Give back every record exactly, images excluded.

>>>>>

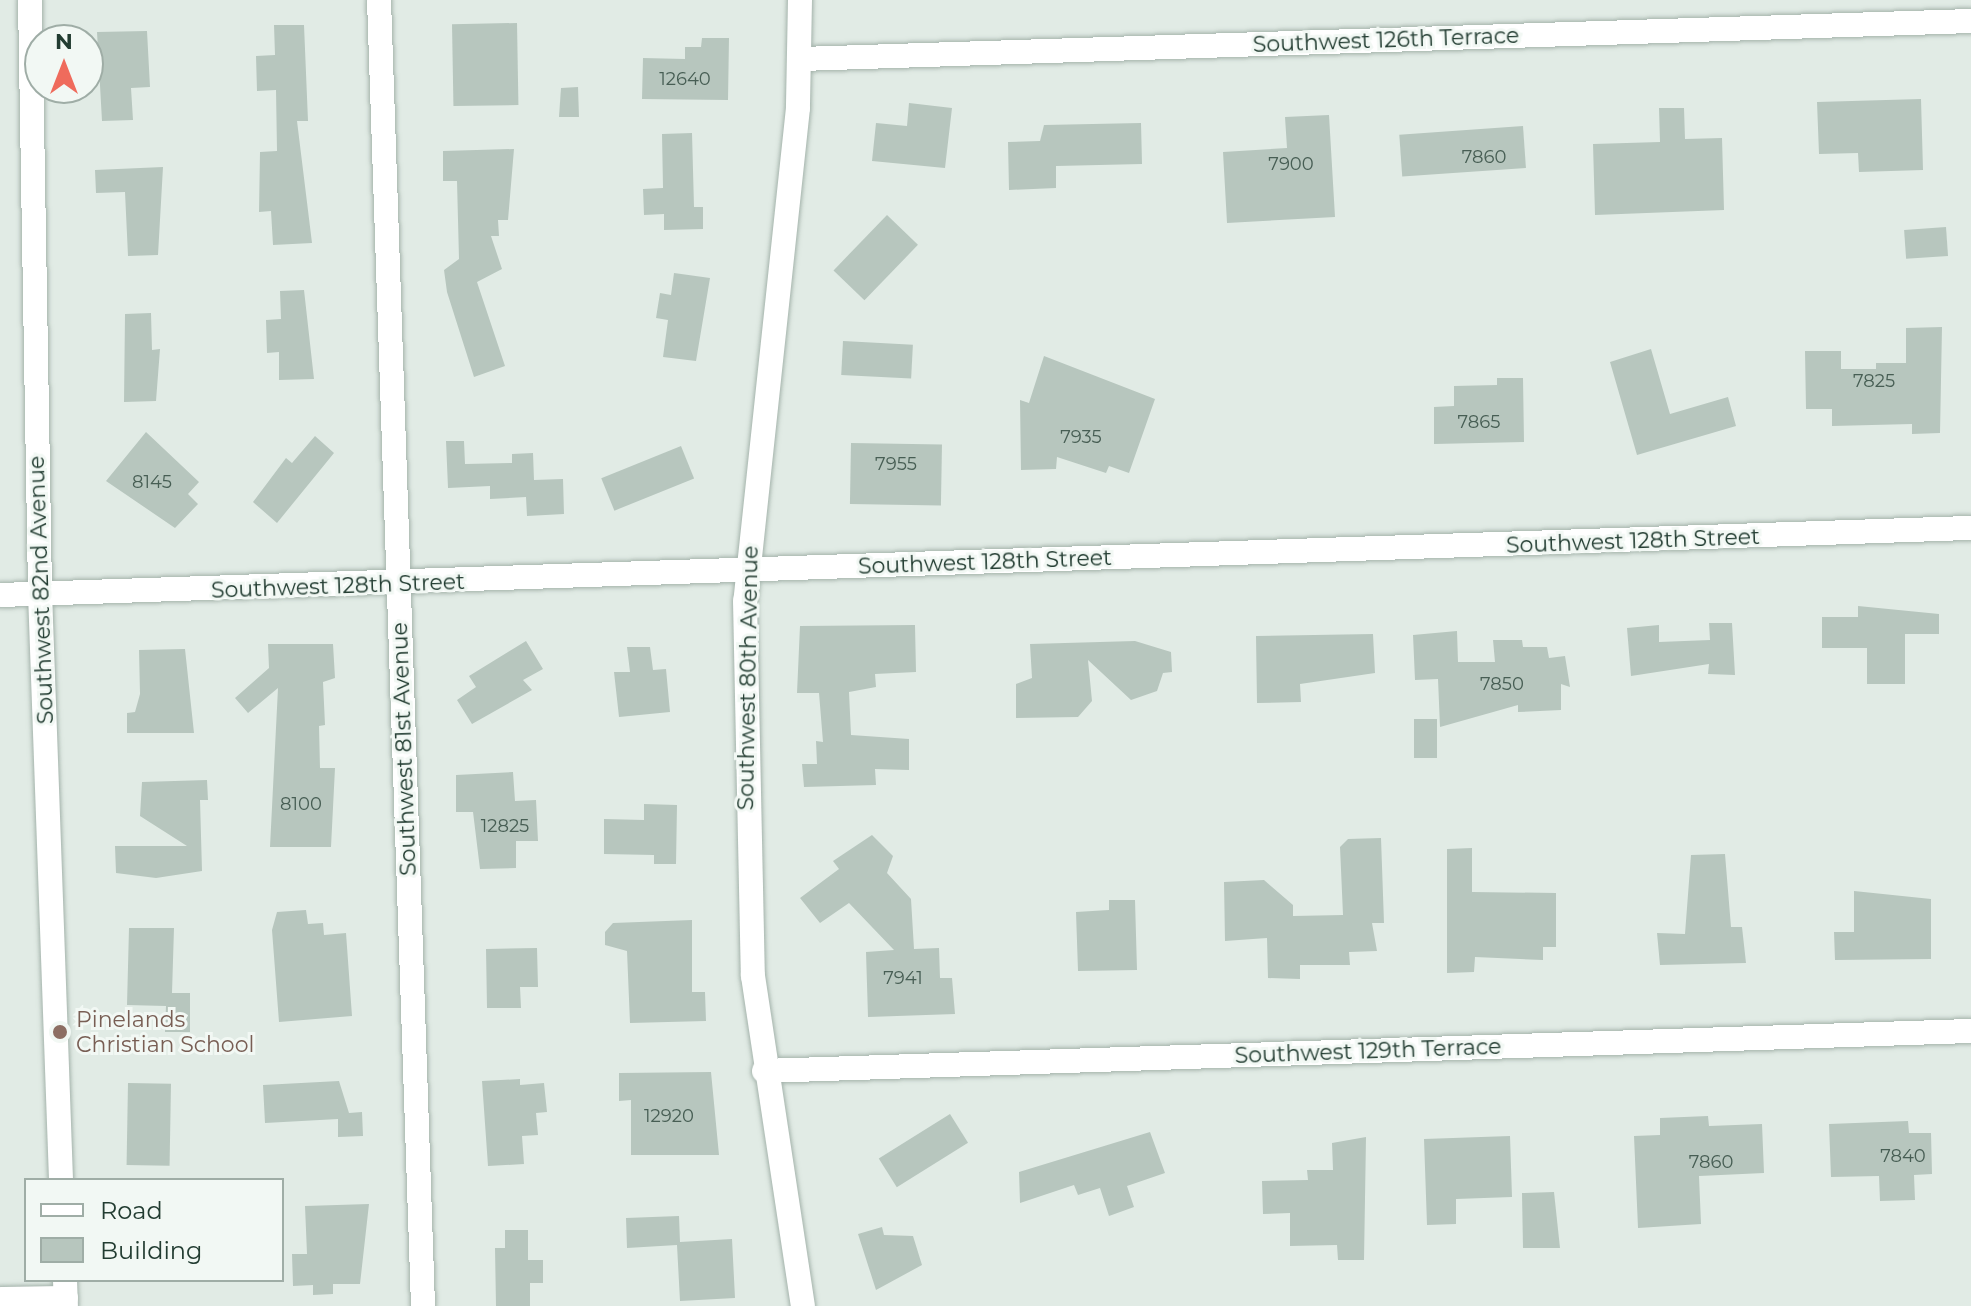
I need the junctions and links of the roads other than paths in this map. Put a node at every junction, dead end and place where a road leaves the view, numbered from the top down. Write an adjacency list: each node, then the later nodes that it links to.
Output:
1 (30, 0): 9 (street, Southwest 82nd Avenue)
2 (379, 0): 8 (street, Southwest 81st Avenue)
3 (800, 0): 5 (street, Southwest 80th Avenue)
4 (1971, 21): 5 (street, Southwest 126th Terrace)
5 (801, 59): 7 (street, Southwest 80th Avenue)
6 (1971, 528): 7 (street, Southwest 128th Street)
7 (747, 570): 8 (street, Southwest 128th Street); 12 (street, Southwest 80th Avenue)
8 (398, 586): 9 (street, Southwest 128th Street); 16 (street, Southwest 81st Avenue)
9 (40, 593): 10 (street, Southwest 128th Street); 13 (street, Southwest 82nd Avenue)
10 (0, 595)
11 (1971, 1031): 12 (street, Southwest 129th Terrace)
12 (764, 1071): 17 (street, Southwest 80th Avenue)
13 (61, 1178)
14 (66, 1295): 15 (street)
15 (0, 1299)
16 (423, 1306)
17 (803, 1306)

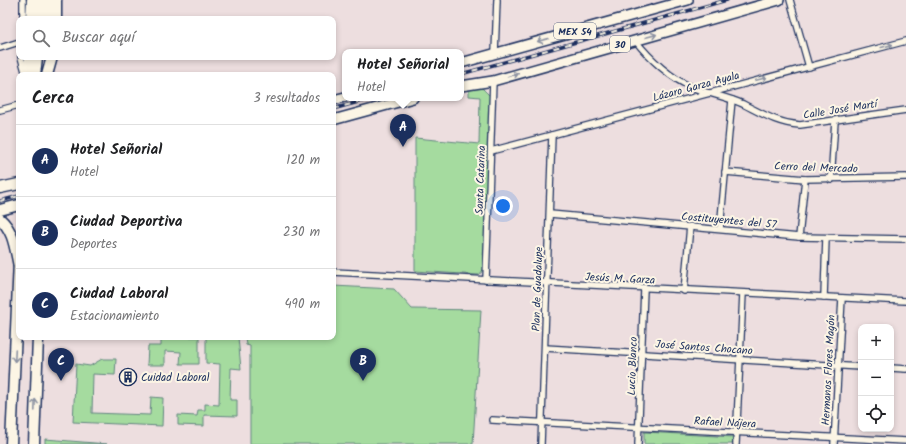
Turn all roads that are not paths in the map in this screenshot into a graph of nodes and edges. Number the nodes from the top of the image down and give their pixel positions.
1 (23, 0) edge
2 (32, 0) edge
3 (40, 0) edge
4 (48, 0) edge
5 (56, 0) edge
6 (497, 0) edge
7 (688, 0) edge
8 (779, 0) edge
9 (790, 0) edge
10 (675, 2) edge
11 (23, 16) edge
12 (31, 16) edge
13 (39, 16) edge
14 (48, 16) edge
15 (56, 16) edge
16 (635, 40) junction
17 (906, 41) edge
18 (16, 43) edge
19 (0, 48) edge
20 (495, 53) junction
21 (22, 60) edge
22 (30, 60) edge
23 (37, 60) edge
24 (47, 60) edge
25 (51, 60) edge
26 (464, 62) edge
27 (809, 68) junction
28 (25, 72) edge
29 (29, 72) edge
30 (35, 72) edge
31 (46, 72) edge
32 (47, 72) edge
33 (493, 81) junction
34 (464, 86) edge
35 (710, 92) junction
36 (732, 100) junction
37 (402, 101) edge
38 (16, 106) edge
39 (0, 110) edge
40 (906, 110) edge
41 (336, 119) edge
42 (835, 121) junction
43 (552, 135) junction
44 (491, 151) junction
45 (725, 172) junction
46 (906, 177) edge
47 (805, 179) junction
48 (831, 180) junction
49 (16, 185) edge
50 (0, 188) edge
51 (16, 206) edge
52 (0, 210) edge
53 (550, 214) junction
54 (0, 219) edge
55 (690, 226) junction
56 (720, 229) junction
57 (800, 236) junction
58 (826, 238) junction
59 (906, 239) edge
60 (16, 253) edge
61 (336, 272) edge
62 (486, 280) junction
63 (547, 284) junction
64 (644, 289) junction
65 (684, 291) junction
66 (743, 293) junction
67 (824, 297) junction
68 (842, 298) junction
69 (906, 301) edge
70 (16, 333) edge
71 (38, 340) edge
72 (545, 348) junction
73 (642, 353) junction
74 (740, 360) junction
75 (838, 366) junction
76 (858, 367) edge
77 (894, 368) edge
78 (906, 369) edge
79 (492, 420) dead end
80 (542, 423) junction
81 (639, 428) junction
82 (736, 433) junction
83 (834, 438) junction
84 (906, 441) edge
85 (11, 444) edge
86 (34, 444) edge
87 (541, 444) edge
88 (638, 444) edge
89 (736, 444) edge
90 (834, 444) edge

1 - 11 street
2 - 12 highway
3 - 13 highway
4 - 14 highway
5 - 15 highway
6 - 20 street
7 - 10 main road, MEX 54
16 -> 8 main road, 30
9 - 27 street
10 -> 20 main road, MEX 54
33 -> 16 main road, 30
16 - 35 street, Calle José Martí
27 -> 17 street, Lázaro Garza Ayala
18 - 19 street
20 - 26 main road, MEX 54
21 - 28 street
22 - 29 highway
23 - 30 highway
24 - 31 highway
25 - 32 highway
35 -> 27 street, Lázaro Garza Ayala
33 - 34 main road, 30
33 - 44 street, Santa Catarina
35 - 36 street, Calle José Martí
35 - 43 street, Lázaro Garza Ayala
36 - 42 street, Calle José Martí
36 - 45 street
37 - 41 main road
38 - 39 street
40 - 42 street, Calle José Martí
42 - 48 street
43 - 44 street, Lázaro Garza Ayala
43 - 53 street, Plan de Guadalupe
44 - 62 street, Santa Catarina
45 - 47 street, Cerro del Mercado
45 - 56 street
46 - 48 street, Cerro del Mercado
47 - 48 street, Cerro del Mercado
47 - 57 street
49 - 50 highway
51 - 52 highway
53 - 55 street, Costituyentes del 57
53 - 63 street, Plan de Guadalupe
54 - 60 highway
55 - 56 street, Costituyentes del 57
55 - 65 street
56 - 57 street, Costituyentes del 57
57 - 58 street, Costituyentes del 57
58 - 59 street, Costituyentes del 57
58 - 67 street
61 - 62 street, Jesús M. Garza
62 - 63 street, Jesús M. Garza
63 - 64 street, Jesús M. Garza
63 - 72 street, Plan de Guadalupe
64 - 65 street, Jesús M. Garza
64 - 73 street, Lucio Blanco
65 - 66 street, Jesús M. Garza
66 - 67 street, Jesús M. Garza
66 - 74 street
67 - 68 street, Jesús M. Garza
68 - 69 street, Jesús M. Garza
68 - 75 street, Hermanos Flores Magón
70 -> 85 highway
86 -> 71 highway
72 - 73 street, José Santos Chocano
72 - 80 street, Plan de Guadalupe
73 - 74 street, José Santos Chocano
73 - 81 street, Lucio Blanco
74 - 75 street, José Santos Chocano
74 - 82 street
75 - 76 street, José Santos Chocano
75 - 83 street, Hermanos Flores Magón
77 - 78 street
79 - 80 street, Rafael Nájera
80 - 81 street, Rafael Nájera
80 - 87 street, Plan de Guadalupe
81 - 82 street, Rafael Nájera
81 - 88 street, Lucio Blanco
82 - 83 street, Rafael Nájera
82 - 89 street
83 - 84 street, Rafael Nájera
83 - 90 street, Hermanos Flores Magón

<<<<<

• [OUTPUT FOR THIS TASK]
I need the junctions and links of the roads other than paths in this map. Put a node at every junction, dead end and place where a road leaves the view, numbered from the top down. Write an adjacency list: each node, then the later nodes that it links to.
Output:
1 (30, 0): 9 (street, Southwest 82nd Avenue)
2 (379, 0): 8 (street, Southwest 81st Avenue)
3 (800, 0): 5 (street, Southwest 80th Avenue)
4 (1971, 21): 5 (street, Southwest 126th Terrace)
5 (801, 59): 7 (street, Southwest 80th Avenue)
6 (1971, 528): 7 (street, Southwest 128th Street)
7 (747, 570): 8 (street, Southwest 128th Street); 12 (street, Southwest 80th Avenue)
8 (398, 586): 9 (street, Southwest 128th Street); 16 (street, Southwest 81st Avenue)
9 (40, 593): 10 (street, Southwest 128th Street); 13 (street, Southwest 82nd Avenue)
10 (0, 595)
11 (1971, 1031): 12 (street, Southwest 129th Terrace)
12 (764, 1071): 17 (street, Southwest 80th Avenue)
13 (61, 1178)
14 (66, 1295): 15 (street)
15 (0, 1299)
16 (423, 1306)
17 (803, 1306)

Turn all roads that are not paths in the map in this screenshot into a graph of nodes and edges. Number the nodes from the top of the image down and give their pixel positions.
1 (23, 0) edge
2 (32, 0) edge
3 (40, 0) edge
4 (48, 0) edge
5 (56, 0) edge
6 (497, 0) edge
7 (688, 0) edge
8 (779, 0) edge
9 (790, 0) edge
10 (675, 2) edge
11 (23, 16) edge
12 (31, 16) edge
13 (39, 16) edge
14 (48, 16) edge
15 (56, 16) edge
16 (635, 40) junction
17 (906, 41) edge
18 (16, 43) edge
19 (0, 48) edge
20 (495, 53) junction
21 (22, 60) edge
22 (30, 60) edge
23 (37, 60) edge
24 (47, 60) edge
25 (51, 60) edge
26 (464, 62) edge
27 (809, 68) junction
28 (25, 72) edge
29 (29, 72) edge
30 (35, 72) edge
31 (46, 72) edge
32 (47, 72) edge
33 (493, 81) junction
34 (464, 86) edge
35 (710, 92) junction
36 (732, 100) junction
37 (402, 101) edge
38 (16, 106) edge
39 (0, 110) edge
40 (906, 110) edge
41 (336, 119) edge
42 (835, 121) junction
43 (552, 135) junction
44 (491, 151) junction
45 (725, 172) junction
46 (906, 177) edge
47 (805, 179) junction
48 (831, 180) junction
49 (16, 185) edge
50 (0, 188) edge
51 (16, 206) edge
52 (0, 210) edge
53 (550, 214) junction
54 (0, 219) edge
55 (690, 226) junction
56 (720, 229) junction
57 (800, 236) junction
58 (826, 238) junction
59 (906, 239) edge
60 (16, 253) edge
61 (336, 272) edge
62 (486, 280) junction
63 (547, 284) junction
64 (644, 289) junction
65 (684, 291) junction
66 (743, 293) junction
67 (824, 297) junction
68 (842, 298) junction
69 (906, 301) edge
70 (16, 333) edge
71 (38, 340) edge
72 (545, 348) junction
73 (642, 353) junction
74 (740, 360) junction
75 (838, 366) junction
76 (858, 367) edge
77 (894, 368) edge
78 (906, 369) edge
79 (492, 420) dead end
80 (542, 423) junction
81 (639, 428) junction
82 (736, 433) junction
83 (834, 438) junction
84 (906, 441) edge
85 (11, 444) edge
86 (34, 444) edge
87 (541, 444) edge
88 (638, 444) edge
89 (736, 444) edge
90 (834, 444) edge

1 - 11 street
2 - 12 highway
3 - 13 highway
4 - 14 highway
5 - 15 highway
6 - 20 street
7 - 10 main road, MEX 54
16 -> 8 main road, 30
9 - 27 street
10 -> 20 main road, MEX 54
33 -> 16 main road, 30
16 - 35 street, Calle José Martí
27 -> 17 street, Lázaro Garza Ayala
18 - 19 street
20 - 26 main road, MEX 54
21 - 28 street
22 - 29 highway
23 - 30 highway
24 - 31 highway
25 - 32 highway
35 -> 27 street, Lázaro Garza Ayala
33 - 34 main road, 30
33 - 44 street, Santa Catarina
35 - 36 street, Calle José Martí
35 - 43 street, Lázaro Garza Ayala
36 - 42 street, Calle José Martí
36 - 45 street
37 - 41 main road
38 - 39 street
40 - 42 street, Calle José Martí
42 - 48 street
43 - 44 street, Lázaro Garza Ayala
43 - 53 street, Plan de Guadalupe
44 - 62 street, Santa Catarina
45 - 47 street, Cerro del Mercado
45 - 56 street
46 - 48 street, Cerro del Mercado
47 - 48 street, Cerro del Mercado
47 - 57 street
49 - 50 highway
51 - 52 highway
53 - 55 street, Costituyentes del 57
53 - 63 street, Plan de Guadalupe
54 - 60 highway
55 - 56 street, Costituyentes del 57
55 - 65 street
56 - 57 street, Costituyentes del 57
57 - 58 street, Costituyentes del 57
58 - 59 street, Costituyentes del 57
58 - 67 street
61 - 62 street, Jesús M. Garza
62 - 63 street, Jesús M. Garza
63 - 64 street, Jesús M. Garza
63 - 72 street, Plan de Guadalupe
64 - 65 street, Jesús M. Garza
64 - 73 street, Lucio Blanco
65 - 66 street, Jesús M. Garza
66 - 67 street, Jesús M. Garza
66 - 74 street
67 - 68 street, Jesús M. Garza
68 - 69 street, Jesús M. Garza
68 - 75 street, Hermanos Flores Magón
70 -> 85 highway
86 -> 71 highway
72 - 73 street, José Santos Chocano
72 - 80 street, Plan de Guadalupe
73 - 74 street, José Santos Chocano
73 - 81 street, Lucio Blanco
74 - 75 street, José Santos Chocano
74 - 82 street
75 - 76 street, José Santos Chocano
75 - 83 street, Hermanos Flores Magón
77 - 78 street
79 - 80 street, Rafael Nájera
80 - 81 street, Rafael Nájera
80 - 87 street, Plan de Guadalupe
81 - 82 street, Rafael Nájera
81 - 88 street, Lucio Blanco
82 - 83 street, Rafael Nájera
82 - 89 street
83 - 84 street, Rafael Nájera
83 - 90 street, Hermanos Flores Magón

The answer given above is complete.